Phosphodiesterases 1 and 2 regulate cellular cGMP level in rabbit submandibular gland cells

In rabbit salivary glands, stimulation of muscarinic cholinergic receptors causes production of cGMP through intracellular Ca2+ and nitric oxide. In this study, we investigated a role of cyclic nucleotide phosphodiesterase (PDE) in regulating the cellular cGMP level by using cells dispersed from the submandibular gland. Methacholine, a cholinergic agonist, rapidly elevated the cGMP level. The elevation was greatly enhanced by IBMX, a non-specific inhibitor for most isoforms of the 11 PDEs. The cGMP level was also elevated by MM-IBMX and EHNA, which inhibit the activities of PDE1 and PDE2, respectively.

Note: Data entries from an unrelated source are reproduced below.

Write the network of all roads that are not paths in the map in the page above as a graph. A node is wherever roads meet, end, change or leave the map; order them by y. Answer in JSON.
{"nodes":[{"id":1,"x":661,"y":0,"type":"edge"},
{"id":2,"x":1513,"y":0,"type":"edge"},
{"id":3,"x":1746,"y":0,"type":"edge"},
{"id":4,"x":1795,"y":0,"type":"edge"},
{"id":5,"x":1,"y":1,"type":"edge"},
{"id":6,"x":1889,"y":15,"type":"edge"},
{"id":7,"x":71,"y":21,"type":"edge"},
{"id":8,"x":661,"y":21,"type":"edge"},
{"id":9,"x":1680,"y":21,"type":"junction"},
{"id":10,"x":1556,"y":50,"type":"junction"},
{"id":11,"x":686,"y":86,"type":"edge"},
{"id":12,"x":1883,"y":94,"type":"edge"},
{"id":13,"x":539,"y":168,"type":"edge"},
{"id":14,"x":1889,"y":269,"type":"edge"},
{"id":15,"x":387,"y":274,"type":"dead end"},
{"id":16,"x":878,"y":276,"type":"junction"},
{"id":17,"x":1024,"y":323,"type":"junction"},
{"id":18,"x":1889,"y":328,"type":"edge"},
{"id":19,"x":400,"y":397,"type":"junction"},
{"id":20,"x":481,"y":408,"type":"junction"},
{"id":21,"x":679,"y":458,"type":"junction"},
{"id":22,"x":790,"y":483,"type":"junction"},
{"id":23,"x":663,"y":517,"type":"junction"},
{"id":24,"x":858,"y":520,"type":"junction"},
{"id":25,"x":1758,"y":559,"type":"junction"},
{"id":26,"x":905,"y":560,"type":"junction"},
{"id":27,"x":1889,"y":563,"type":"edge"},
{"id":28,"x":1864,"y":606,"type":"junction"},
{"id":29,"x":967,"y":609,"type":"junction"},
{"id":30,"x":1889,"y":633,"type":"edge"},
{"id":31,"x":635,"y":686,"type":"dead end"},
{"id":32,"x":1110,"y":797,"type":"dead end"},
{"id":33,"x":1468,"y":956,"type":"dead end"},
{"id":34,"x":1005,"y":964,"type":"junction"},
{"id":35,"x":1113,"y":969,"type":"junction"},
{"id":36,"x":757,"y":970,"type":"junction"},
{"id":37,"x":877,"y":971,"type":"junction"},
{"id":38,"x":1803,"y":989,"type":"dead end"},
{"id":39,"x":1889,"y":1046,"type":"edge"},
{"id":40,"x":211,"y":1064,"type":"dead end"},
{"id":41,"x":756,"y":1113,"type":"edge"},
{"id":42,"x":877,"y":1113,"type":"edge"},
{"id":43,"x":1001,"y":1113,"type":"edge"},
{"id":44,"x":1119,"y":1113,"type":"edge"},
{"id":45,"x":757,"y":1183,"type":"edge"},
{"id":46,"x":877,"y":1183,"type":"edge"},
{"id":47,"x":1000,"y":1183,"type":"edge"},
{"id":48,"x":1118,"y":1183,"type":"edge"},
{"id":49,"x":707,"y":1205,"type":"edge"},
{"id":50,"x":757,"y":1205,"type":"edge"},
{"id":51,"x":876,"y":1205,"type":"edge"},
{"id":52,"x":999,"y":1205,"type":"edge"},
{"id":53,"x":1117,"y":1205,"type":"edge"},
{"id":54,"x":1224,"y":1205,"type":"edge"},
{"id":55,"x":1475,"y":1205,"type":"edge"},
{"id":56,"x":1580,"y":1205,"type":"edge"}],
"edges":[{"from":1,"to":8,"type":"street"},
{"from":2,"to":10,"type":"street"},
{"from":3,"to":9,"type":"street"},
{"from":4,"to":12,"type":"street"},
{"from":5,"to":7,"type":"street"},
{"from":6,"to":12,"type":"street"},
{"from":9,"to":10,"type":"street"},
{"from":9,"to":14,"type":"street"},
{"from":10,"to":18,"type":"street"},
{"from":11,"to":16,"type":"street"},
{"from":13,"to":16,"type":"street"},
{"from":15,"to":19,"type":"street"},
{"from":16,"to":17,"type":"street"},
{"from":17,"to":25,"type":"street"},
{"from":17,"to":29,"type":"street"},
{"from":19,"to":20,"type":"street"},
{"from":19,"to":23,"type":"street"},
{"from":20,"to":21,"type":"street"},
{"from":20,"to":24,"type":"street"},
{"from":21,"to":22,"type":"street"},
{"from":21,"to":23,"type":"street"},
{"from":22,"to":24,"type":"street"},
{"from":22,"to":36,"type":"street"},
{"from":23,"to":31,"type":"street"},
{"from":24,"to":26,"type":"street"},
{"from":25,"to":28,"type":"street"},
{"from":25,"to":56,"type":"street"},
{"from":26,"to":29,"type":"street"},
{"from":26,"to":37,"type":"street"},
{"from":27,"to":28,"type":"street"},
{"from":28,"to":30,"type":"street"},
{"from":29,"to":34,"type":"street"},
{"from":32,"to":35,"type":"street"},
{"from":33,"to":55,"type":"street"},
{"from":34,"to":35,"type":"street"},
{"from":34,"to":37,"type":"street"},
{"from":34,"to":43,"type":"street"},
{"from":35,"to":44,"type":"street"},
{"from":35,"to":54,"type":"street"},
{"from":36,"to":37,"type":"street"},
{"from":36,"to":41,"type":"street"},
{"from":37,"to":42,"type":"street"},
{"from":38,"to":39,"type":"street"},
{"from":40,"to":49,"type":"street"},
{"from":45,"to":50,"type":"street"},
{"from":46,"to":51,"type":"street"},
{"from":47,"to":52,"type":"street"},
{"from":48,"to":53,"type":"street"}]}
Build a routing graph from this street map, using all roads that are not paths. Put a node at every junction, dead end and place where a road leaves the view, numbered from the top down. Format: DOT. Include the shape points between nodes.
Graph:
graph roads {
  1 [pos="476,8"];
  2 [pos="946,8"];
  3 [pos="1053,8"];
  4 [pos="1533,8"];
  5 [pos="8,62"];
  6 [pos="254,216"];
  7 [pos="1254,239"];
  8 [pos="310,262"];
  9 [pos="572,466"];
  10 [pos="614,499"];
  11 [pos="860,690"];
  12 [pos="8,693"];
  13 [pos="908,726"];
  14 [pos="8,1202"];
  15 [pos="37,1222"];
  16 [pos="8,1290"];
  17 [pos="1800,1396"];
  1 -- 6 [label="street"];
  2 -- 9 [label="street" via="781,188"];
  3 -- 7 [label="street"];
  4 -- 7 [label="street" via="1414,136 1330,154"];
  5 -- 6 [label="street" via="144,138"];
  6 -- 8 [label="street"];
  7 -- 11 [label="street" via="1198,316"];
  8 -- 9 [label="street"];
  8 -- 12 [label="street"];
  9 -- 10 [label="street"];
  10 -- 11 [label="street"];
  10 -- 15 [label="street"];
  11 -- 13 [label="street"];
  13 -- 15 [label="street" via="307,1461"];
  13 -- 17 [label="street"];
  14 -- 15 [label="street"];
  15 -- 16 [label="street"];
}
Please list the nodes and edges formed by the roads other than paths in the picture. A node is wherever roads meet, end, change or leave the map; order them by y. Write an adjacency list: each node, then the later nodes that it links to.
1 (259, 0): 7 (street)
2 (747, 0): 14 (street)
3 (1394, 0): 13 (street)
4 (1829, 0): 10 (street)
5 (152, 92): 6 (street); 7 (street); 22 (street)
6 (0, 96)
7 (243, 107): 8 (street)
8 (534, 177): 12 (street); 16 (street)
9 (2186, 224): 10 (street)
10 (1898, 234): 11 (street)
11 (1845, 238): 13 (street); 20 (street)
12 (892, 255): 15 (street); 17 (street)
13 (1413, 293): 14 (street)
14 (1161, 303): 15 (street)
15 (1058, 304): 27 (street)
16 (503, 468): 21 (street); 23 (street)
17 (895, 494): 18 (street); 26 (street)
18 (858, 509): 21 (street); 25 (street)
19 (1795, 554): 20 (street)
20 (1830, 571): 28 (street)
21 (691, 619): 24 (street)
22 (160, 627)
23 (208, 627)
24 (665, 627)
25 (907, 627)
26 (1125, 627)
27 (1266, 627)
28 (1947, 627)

The elevation by the simultaneous application of the two drugs corresponded to 90% of that by IBMX. Therefore, PDE1 and PDE2 are the main PDEs that act to degrade cGMP in methacholine-stimulated cells. The presence of the two PDEs was confirmed by assaying their activities of the cell lysate. In unstimulated cells, the cGMP level was elevated by MM-IBMX and little elevated by EHNA. While the PDE2 activity was thus low, it was estimated that methacholine increases its activity approximately 50-fold. The strong activation can be explained by the elevation of the cGMP level because PDE2 is a cGMP-stimulated PDE. SNAP, a nitric oxide donor, causes production of cGMP without a receptor-operated increase in intracellular Ca2+ concentration. In SNAP-stimulated cells, MM-IBMX elevated the cGMP level higher than in methacholine-stimulated cells although the PDE1 activity is dependent on Ca2+/calmodulin. Besides Ca2+, other factors may regulate the PDE1 activity in living cells.